[Records for this exercise]
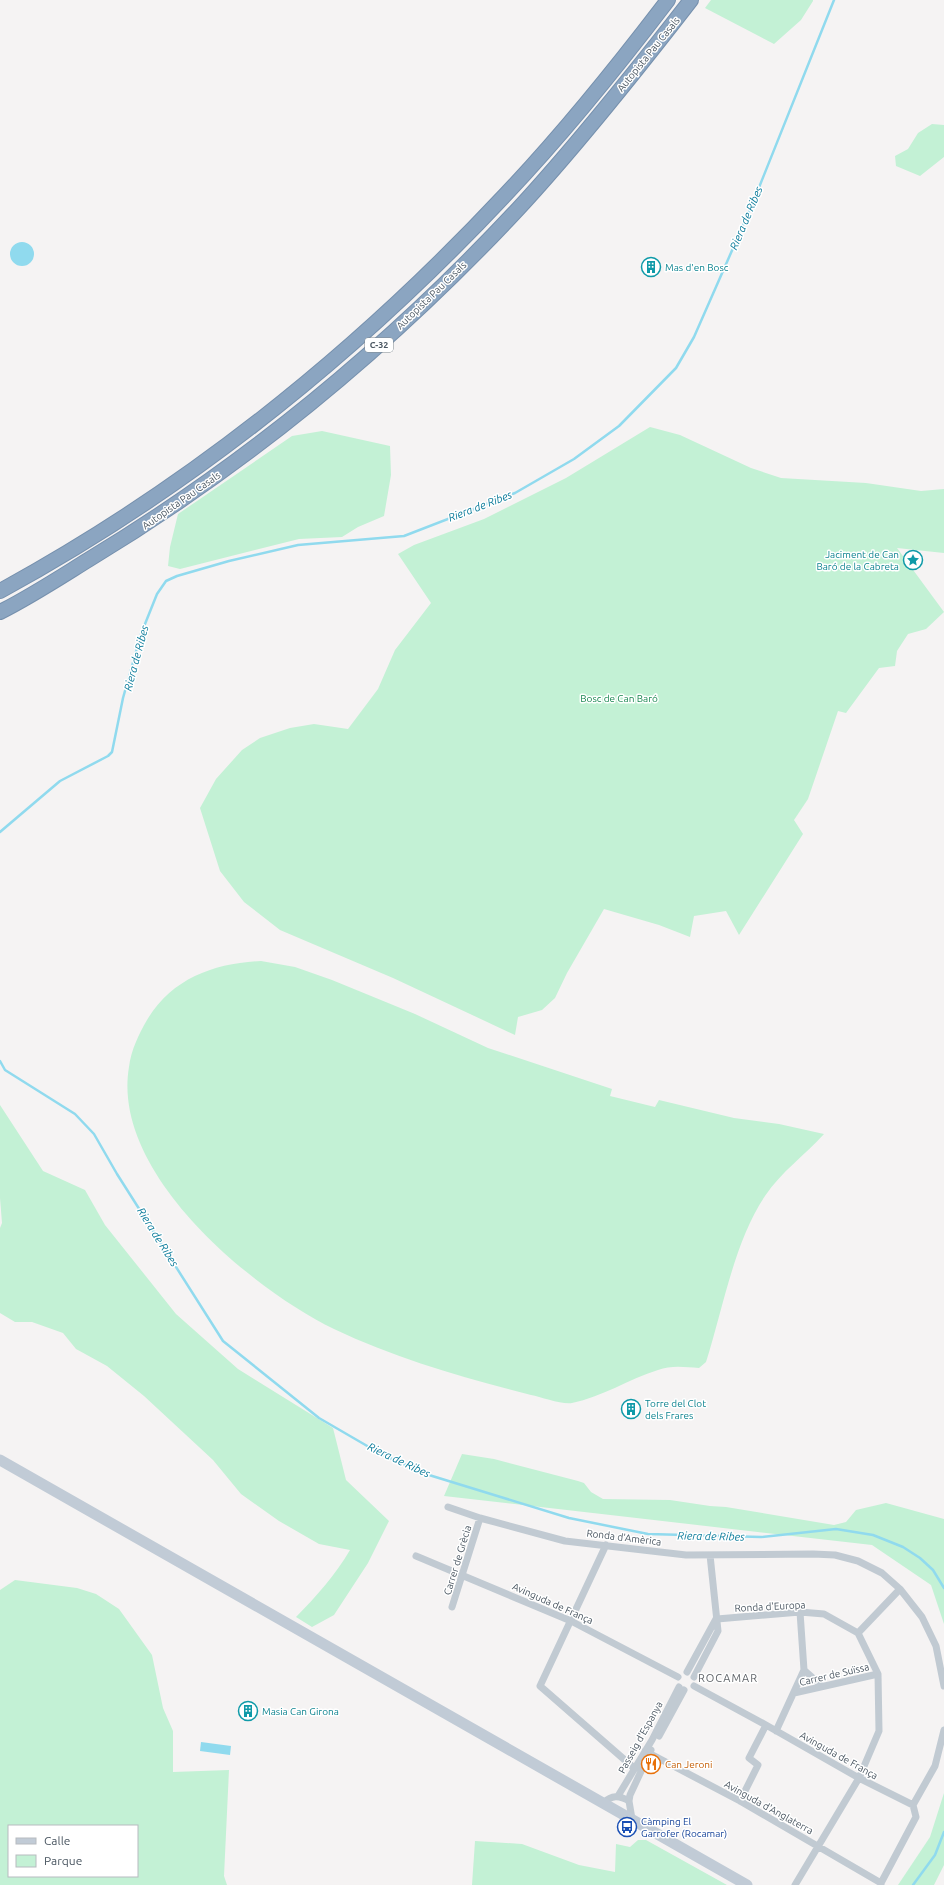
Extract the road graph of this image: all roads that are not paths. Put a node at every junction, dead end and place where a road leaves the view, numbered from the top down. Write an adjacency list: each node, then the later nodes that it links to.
1 (668, 0): 3 (highway, Autopista Pau Casals / C-32)
2 (691, 0): 4 (highway, Autopista Pau Casals / C-32)
3 (0, 591)
4 (0, 612)
5 (0, 1460): 37 (street)
6 (448, 1507): 7 (street, Ronda d'Amèrica)
7 (480, 1518): 8 (street, Ronda d'Amèrica); 11 (street, Carrer de Grècia)
8 (606, 1545): 9 (street, Ronda d'Amèrica); 16 (street)
9 (710, 1555): 12 (street, Ronda d'Amèrica); 15 (street)
10 (416, 1556): 11 (street, Avinguda de França)
11 (463, 1575): 13 (street, Carrer de Grècia); 16 (street, Avinguda de França)
12 (900, 1589): 17 (street); 25 (street, Ronda d'Amèrica)
13 (452, 1607)
14 (800, 1612): 15 (street, Ronda d'Europa); 17 (street, Ronda d'Europa); 18 (street)
15 (716, 1619): 19 (street); 22 (street)
16 (572, 1621): 21 (street, Avinguda de França); 32 (street)
17 (858, 1633): 20 (street)
18 (804, 1670): 24 (street); 27 (street)
19 (687, 1672): 21 (street); 22 (street)
20 (878, 1674): 24 (street, Carrer de Suïssa); 33 (street)
21 (678, 1677): 26 (street)
22 (694, 1678): 23 (street)
23 (694, 1686): 26 (street); 28 (street, Avinguda de França)
24 (822, 1686): 27 (street, Carrer de Suïssa)
25 (944, 1686)
26 (681, 1688): 31 (street, Passeig d'Espanya)
27 (794, 1693): 30 (street)
28 (766, 1724): 30 (street, Avinguda de França); 36 (street)
29 (944, 1730): 38 (street)
30 (776, 1731): 33 (street, Avinguda de França)
31 (647, 1752): 32 (street, Passeig d'Espanya); 35 (street, Passeig d'Espanya); 36 (street, Avinguda d'Anglaterra)
32 (634, 1768): 34 (street, Passeig d'Espanya)
33 (859, 1778): 38 (street, Avinguda de França); 40 (street)
34 (618, 1796): 35 (street); 37 (street)
35 (629, 1801): 39 (street, Passeig d'Espanya)
36 (740, 1801): 40 (street, Avinguda d'Anglaterra)
37 (603, 1803): 39 (street)
38 (913, 1805): 41 (street)
39 (632, 1819): 42 (street)
40 (819, 1847): 41 (street, Avinguda d'Anglaterra); 43 (street)
41 (881, 1884)
42 (747, 1885)
43 (795, 1885)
[/Records for this exercise]
(Task item)
Omit every picture, then repeat the remaining data exactly as it appears above.

(Written answer)
Extract the road graph of this image: all roads that are not paths. Put a node at every junction, dead end and place where a road leaves the view, numbered from the top down. Write an adjacency list: each node, then the later nodes that it links to.
1 (668, 0): 3 (highway, Autopista Pau Casals / C-32)
2 (691, 0): 4 (highway, Autopista Pau Casals / C-32)
3 (0, 591)
4 (0, 612)
5 (0, 1460): 37 (street)
6 (448, 1507): 7 (street, Ronda d'Amèrica)
7 (480, 1518): 8 (street, Ronda d'Amèrica); 11 (street, Carrer de Grècia)
8 (606, 1545): 9 (street, Ronda d'Amèrica); 16 (street)
9 (710, 1555): 12 (street, Ronda d'Amèrica); 15 (street)
10 (416, 1556): 11 (street, Avinguda de França)
11 (463, 1575): 13 (street, Carrer de Grècia); 16 (street, Avinguda de França)
12 (900, 1589): 17 (street); 25 (street, Ronda d'Amèrica)
13 (452, 1607)
14 (800, 1612): 15 (street, Ronda d'Europa); 17 (street, Ronda d'Europa); 18 (street)
15 (716, 1619): 19 (street); 22 (street)
16 (572, 1621): 21 (street, Avinguda de França); 32 (street)
17 (858, 1633): 20 (street)
18 (804, 1670): 24 (street); 27 (street)
19 (687, 1672): 21 (street); 22 (street)
20 (878, 1674): 24 (street, Carrer de Suïssa); 33 (street)
21 (678, 1677): 26 (street)
22 (694, 1678): 23 (street)
23 (694, 1686): 26 (street); 28 (street, Avinguda de França)
24 (822, 1686): 27 (street, Carrer de Suïssa)
25 (944, 1686)
26 (681, 1688): 31 (street, Passeig d'Espanya)
27 (794, 1693): 30 (street)
28 (766, 1724): 30 (street, Avinguda de França); 36 (street)
29 (944, 1730): 38 (street)
30 (776, 1731): 33 (street, Avinguda de França)
31 (647, 1752): 32 (street, Passeig d'Espanya); 35 (street, Passeig d'Espanya); 36 (street, Avinguda d'Anglaterra)
32 (634, 1768): 34 (street, Passeig d'Espanya)
33 (859, 1778): 38 (street, Avinguda de França); 40 (street)
34 (618, 1796): 35 (street); 37 (street)
35 (629, 1801): 39 (street, Passeig d'Espanya)
36 (740, 1801): 40 (street, Avinguda d'Anglaterra)
37 (603, 1803): 39 (street)
38 (913, 1805): 41 (street)
39 (632, 1819): 42 (street)
40 (819, 1847): 41 (street, Avinguda d'Anglaterra); 43 (street)
41 (881, 1884)
42 (747, 1885)
43 (795, 1885)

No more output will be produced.